In practical calculations, we can freely generate a Hilbert space from just a few test functions, say g_1,g_2 (we don't have to put every test function we might possibly use in there), obtaining everything of the form (a_{g_1}^\dagger)^m (a_{g_2}^\dagger)^n\left|0\right>, closed in the inner product. That's a Hilbert space, and there's a natural action of a_{g_1} and a_{g_1}^\dagger on the dense set of vectors that we had before we did the closure.

What I'm worrying at is that in quantum optics we use observables of the type a_f^\dagger\left|0\right>\left<0\right|a_f almost exclusively (which is nonlocal, but who's counting). I don't see in quantum optics where we use the local observable \phi_f=a_{f^*}+a_f^\dagger. These are so different as operators that there must be an operational difference. How do I measure \phi_f? The key thing about \phi_f is that, because it is local, it has a non-zero response to the vacuum, but, if we obtained a non-zero response to the vacuum we would ordinarily say, "Huh, what's wrong with my detector? It's detecting stuff when there's nothing there!"

There's by now lots of published literature pointing out that the idea of particles is not supportable in QFT (even for free fields, though most of the blogosphere doesn't know it), so the fact that our detector gives a non-zero response to the field doesn't have to worry us much, but is there something in the literature that I've missed, that explains how to measure the field, instead of the particle content of the field? I think that last sentence gives a fairly good answer to the theoretical difference between the two types of measurements, but what's the operational difference?

 

[DarMM]

and introduce a normalized vacuum vector \left|0\right>, \left<0\right.\left|0\right>=1, for which a_f\left|0\right>=0.

Hey Peter, just thought I would mention that for interacting field theories the appropriate representation of the canonical commutation relations does not allow for the a_f, a_f^\dagger operators to have a state such that a_f\left|0\right>=0 for all f.

 

[Peter Morgan]

Hey Peter, just thought I would mention that for interacting field theories the appropriate representation of the canonical commutation relations does not allow for the a_f, a_f^\dagger operators to have a state such that a_f\left|0\right>=0 for all f.

Fair enough.
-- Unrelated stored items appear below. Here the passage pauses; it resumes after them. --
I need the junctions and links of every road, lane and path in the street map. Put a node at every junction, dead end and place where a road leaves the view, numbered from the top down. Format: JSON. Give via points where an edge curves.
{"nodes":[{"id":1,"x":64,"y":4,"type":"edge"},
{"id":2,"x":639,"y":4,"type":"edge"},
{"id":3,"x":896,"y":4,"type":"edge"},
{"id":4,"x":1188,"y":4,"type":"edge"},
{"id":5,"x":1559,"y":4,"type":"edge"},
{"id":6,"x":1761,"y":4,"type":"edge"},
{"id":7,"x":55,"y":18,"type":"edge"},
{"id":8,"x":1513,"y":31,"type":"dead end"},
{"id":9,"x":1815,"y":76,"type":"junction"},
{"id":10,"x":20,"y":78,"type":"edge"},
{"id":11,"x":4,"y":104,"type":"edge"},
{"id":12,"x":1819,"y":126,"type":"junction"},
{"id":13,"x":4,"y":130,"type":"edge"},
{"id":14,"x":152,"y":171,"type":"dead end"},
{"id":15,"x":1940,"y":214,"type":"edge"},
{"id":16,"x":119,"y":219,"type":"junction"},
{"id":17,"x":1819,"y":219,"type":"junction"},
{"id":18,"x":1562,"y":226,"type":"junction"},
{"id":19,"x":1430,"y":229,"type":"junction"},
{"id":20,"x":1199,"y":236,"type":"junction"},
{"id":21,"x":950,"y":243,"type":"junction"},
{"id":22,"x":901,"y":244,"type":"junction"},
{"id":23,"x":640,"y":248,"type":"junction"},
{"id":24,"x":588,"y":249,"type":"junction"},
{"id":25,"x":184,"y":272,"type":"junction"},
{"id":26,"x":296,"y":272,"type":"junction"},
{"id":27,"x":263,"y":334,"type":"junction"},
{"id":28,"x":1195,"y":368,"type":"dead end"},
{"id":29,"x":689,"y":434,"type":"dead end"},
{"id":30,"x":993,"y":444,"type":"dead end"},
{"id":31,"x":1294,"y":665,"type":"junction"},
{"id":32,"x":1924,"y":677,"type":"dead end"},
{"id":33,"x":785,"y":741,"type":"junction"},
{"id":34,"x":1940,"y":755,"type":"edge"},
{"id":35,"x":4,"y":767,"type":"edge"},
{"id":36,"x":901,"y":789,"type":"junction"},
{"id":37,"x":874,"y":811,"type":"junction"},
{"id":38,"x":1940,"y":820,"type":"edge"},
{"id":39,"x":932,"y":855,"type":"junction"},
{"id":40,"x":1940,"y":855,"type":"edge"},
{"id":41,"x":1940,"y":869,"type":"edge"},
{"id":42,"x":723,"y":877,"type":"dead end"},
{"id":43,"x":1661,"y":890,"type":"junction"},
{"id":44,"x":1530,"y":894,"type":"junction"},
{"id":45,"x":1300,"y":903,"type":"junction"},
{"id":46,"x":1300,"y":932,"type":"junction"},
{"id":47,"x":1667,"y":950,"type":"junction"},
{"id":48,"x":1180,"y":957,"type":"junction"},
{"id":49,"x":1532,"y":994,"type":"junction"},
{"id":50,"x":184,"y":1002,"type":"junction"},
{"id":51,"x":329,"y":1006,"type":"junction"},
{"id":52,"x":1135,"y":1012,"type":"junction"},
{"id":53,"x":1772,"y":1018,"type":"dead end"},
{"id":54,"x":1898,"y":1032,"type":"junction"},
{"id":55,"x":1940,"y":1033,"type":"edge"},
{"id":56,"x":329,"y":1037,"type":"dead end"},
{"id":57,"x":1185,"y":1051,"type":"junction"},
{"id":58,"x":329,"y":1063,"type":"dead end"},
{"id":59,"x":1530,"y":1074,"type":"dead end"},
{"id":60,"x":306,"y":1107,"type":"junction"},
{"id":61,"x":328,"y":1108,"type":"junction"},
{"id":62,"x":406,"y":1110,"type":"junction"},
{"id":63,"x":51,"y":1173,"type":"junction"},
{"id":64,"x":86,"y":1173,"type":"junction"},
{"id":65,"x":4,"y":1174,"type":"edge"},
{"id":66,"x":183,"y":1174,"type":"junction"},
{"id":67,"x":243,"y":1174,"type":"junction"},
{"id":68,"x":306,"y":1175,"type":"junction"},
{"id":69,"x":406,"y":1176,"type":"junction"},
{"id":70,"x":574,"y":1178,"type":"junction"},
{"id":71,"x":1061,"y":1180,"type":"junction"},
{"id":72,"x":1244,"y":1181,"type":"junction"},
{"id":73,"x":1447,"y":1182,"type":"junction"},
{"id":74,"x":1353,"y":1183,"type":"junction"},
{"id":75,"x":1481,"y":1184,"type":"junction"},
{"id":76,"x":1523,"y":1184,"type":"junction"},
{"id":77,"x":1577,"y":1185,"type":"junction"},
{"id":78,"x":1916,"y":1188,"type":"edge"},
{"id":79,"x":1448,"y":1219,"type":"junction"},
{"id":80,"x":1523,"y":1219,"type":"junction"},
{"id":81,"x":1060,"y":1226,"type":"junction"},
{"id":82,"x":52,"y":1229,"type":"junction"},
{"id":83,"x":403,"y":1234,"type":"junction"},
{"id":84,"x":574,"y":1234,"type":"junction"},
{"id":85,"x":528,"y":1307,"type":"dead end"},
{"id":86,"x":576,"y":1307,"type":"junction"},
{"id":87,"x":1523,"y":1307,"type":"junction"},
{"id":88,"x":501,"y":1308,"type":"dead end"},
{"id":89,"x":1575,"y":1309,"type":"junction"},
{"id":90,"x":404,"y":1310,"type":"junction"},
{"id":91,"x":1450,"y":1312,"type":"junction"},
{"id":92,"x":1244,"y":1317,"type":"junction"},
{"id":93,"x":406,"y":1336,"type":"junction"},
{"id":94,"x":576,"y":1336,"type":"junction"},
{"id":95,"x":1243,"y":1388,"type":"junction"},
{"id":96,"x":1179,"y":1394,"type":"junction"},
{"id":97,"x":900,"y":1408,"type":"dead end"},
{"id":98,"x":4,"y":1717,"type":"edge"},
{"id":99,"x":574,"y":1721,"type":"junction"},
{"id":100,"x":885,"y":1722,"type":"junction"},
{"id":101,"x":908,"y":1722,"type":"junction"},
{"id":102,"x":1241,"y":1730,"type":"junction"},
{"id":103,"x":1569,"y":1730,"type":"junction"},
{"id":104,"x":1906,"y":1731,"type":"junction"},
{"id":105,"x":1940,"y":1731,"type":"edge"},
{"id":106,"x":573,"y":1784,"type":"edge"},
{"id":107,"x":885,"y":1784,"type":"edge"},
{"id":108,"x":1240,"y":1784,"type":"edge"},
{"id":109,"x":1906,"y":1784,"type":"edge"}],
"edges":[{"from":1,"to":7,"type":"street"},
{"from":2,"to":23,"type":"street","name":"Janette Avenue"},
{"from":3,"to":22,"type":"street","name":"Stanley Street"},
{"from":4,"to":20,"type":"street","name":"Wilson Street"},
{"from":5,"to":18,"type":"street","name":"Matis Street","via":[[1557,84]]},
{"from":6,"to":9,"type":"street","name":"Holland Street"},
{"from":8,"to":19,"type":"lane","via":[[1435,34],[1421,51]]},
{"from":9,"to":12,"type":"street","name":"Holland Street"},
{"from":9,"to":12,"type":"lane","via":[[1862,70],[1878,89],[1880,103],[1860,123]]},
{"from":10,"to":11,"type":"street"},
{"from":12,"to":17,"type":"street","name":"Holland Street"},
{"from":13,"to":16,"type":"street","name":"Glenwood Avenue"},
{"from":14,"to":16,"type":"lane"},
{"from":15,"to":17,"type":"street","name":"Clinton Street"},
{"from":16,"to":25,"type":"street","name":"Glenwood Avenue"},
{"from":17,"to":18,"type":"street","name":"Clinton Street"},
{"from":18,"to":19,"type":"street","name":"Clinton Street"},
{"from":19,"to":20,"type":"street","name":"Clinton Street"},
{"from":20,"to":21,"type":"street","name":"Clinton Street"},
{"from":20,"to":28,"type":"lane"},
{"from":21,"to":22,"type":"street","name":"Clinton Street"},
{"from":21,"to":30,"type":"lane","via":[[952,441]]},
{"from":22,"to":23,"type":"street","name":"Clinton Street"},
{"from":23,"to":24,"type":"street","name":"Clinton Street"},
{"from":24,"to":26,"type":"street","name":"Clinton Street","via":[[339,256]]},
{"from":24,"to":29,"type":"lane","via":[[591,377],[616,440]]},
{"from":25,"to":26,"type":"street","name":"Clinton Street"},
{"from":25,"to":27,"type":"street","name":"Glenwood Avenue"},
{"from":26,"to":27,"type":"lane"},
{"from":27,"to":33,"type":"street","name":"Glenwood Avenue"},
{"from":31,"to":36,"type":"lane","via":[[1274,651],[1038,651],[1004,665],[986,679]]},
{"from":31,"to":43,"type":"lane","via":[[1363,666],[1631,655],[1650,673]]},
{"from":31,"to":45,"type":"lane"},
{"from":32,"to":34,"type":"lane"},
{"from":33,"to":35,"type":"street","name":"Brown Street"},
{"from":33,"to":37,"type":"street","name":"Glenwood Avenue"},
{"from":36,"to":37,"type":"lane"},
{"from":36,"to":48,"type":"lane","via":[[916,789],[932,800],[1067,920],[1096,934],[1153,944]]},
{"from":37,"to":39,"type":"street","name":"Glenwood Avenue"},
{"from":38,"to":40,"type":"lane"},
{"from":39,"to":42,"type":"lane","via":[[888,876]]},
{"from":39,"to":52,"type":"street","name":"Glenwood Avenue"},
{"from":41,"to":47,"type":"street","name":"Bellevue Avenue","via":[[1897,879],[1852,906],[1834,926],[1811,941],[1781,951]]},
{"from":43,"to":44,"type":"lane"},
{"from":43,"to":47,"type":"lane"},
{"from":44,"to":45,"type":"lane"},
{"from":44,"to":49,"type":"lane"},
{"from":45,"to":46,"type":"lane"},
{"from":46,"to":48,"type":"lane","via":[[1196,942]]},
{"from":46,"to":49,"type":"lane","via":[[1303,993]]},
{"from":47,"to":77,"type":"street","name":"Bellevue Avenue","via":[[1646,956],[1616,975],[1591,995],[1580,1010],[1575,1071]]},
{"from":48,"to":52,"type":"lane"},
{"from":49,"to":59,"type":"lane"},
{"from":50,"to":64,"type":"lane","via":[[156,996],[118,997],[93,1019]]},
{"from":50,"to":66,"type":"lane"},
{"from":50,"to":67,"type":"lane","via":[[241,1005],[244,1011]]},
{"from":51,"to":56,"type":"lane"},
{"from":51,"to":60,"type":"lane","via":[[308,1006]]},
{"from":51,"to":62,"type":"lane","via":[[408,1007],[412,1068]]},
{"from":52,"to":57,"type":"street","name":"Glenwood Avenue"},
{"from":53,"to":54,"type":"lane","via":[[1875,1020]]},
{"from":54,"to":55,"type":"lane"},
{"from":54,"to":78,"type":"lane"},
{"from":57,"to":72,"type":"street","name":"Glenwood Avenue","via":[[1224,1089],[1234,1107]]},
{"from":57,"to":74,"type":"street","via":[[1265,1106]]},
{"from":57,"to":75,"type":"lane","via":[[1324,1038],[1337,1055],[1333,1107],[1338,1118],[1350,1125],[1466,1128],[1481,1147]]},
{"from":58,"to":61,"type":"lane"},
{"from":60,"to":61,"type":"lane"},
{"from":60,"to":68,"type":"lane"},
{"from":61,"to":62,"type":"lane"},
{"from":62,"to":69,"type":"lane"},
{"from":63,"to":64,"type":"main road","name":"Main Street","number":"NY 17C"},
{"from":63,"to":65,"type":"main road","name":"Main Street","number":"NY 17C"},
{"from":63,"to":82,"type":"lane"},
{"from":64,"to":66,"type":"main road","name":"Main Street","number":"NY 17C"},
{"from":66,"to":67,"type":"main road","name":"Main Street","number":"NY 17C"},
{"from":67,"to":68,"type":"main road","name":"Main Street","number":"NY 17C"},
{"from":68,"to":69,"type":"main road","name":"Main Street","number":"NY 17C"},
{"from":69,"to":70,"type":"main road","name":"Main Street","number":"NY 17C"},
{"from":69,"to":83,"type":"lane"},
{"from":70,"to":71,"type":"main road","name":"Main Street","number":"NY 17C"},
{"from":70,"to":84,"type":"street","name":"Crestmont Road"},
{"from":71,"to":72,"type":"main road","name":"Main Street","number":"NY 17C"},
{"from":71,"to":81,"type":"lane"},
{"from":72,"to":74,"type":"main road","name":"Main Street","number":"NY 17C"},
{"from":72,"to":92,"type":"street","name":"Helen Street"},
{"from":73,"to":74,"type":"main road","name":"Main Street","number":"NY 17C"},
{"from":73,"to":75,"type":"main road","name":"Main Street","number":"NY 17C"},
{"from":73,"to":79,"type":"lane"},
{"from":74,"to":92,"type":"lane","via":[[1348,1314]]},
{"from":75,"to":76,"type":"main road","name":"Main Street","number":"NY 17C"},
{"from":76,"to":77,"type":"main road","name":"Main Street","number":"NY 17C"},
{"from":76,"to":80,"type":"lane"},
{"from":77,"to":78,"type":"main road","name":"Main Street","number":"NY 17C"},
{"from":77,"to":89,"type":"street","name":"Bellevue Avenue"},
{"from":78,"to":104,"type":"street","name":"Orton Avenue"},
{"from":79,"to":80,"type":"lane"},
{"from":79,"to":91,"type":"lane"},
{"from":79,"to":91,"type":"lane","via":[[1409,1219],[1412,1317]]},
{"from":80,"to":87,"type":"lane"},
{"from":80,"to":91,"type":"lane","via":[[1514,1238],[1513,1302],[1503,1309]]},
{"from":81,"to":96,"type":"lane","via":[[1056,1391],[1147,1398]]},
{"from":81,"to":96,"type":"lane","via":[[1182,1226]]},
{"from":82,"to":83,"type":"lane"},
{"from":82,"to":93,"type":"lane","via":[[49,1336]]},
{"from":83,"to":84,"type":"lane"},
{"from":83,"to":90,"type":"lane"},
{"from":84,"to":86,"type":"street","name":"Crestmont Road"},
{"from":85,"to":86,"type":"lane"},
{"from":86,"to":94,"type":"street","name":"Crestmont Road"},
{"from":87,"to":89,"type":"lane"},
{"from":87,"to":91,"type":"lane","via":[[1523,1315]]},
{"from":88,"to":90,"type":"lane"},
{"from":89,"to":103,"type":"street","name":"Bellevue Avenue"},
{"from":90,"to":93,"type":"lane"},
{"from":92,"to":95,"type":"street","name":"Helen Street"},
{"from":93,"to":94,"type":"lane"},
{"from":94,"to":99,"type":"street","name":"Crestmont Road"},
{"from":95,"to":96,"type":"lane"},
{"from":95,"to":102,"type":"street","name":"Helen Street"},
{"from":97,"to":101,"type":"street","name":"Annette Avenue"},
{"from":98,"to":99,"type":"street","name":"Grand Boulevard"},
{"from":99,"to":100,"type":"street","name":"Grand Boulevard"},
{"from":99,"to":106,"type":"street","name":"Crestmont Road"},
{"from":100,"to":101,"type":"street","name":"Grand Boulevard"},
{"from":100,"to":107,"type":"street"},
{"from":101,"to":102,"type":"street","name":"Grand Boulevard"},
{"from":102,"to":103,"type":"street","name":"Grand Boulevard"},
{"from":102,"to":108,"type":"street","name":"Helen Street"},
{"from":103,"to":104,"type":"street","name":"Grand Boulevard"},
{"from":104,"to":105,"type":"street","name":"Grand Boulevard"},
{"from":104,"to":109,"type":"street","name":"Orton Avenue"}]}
Quantum optics is a non-interacting field, but quantum optics is definitely not everything in QFT. But then, there is so far no rigorously constructed interacting quantum field in Minkowski space.

The papers of mine that I was referring to either construct free quantum fields or construct Lie random fields, where interactions are possible for a rigorously constructed system that has a vacuum that is annihilated by all annihilation operators. Marcus kindly opened https://www.physicsforums.com/showthread.php?t=300853" on a paper I uploaded to the arXiv yesterday (which points to the arXiv paper and to a JMathPhys paper of just over a year ago). That, however, is a random field that explicitly models quantum fluctuations, which is quite closely related to a quantum field, but it is not a quantum field.

Perhaps I will be hemmed into such a corner here that the question is no longer interesting? What's the operational difference between measurements of the field, \phi_f, in contrast to a measurement of particle content, a_f^\dagger\left|0\right>\left<0\right|a_f, in quantum optics?

 

[strangerep]

Perhaps I will be hemmed into such a corner here that the question is no longer interesting?

Well, not from my point of view. The reason I haven't attempted a better answer is
that I don't yet understand your question precisely enough...

What's the operational difference between measurements of the field, \phi_f, in contrast to a measurement of particle content, a_f^\dagger\left|0\right>\left<0\right|a_f, in quantum optics?

When you say "measurement of the field \phi_f", I don't know what this means
in a rigorous context. The word "measurement" usually means "extract a (set of) numbers",
or some variation on that theme. I also don't know (in mathematically precise terms)
what you meant earlier by "...field's response to the vacuum...". Did you mean a vev?

I.e., before one can discuss "operational differences between measurements of
[something modeled by a particular two mathematical entities]", both must be clearly
and consistently defined. I don't think that's the case here since a sum of operators
such as \phi_f only makes sense if both ops have the same domain, and
that in turn depends on the space they act within.

Cheers.

P.S: I'll take a look at your new paper this evening.

 

[Peter Morgan]

When you say "measurement of the field \phi_f", I don't know what this means in a rigorous context. The word "measurement" usually means "extract a (set of) numbers", or some variation on that theme.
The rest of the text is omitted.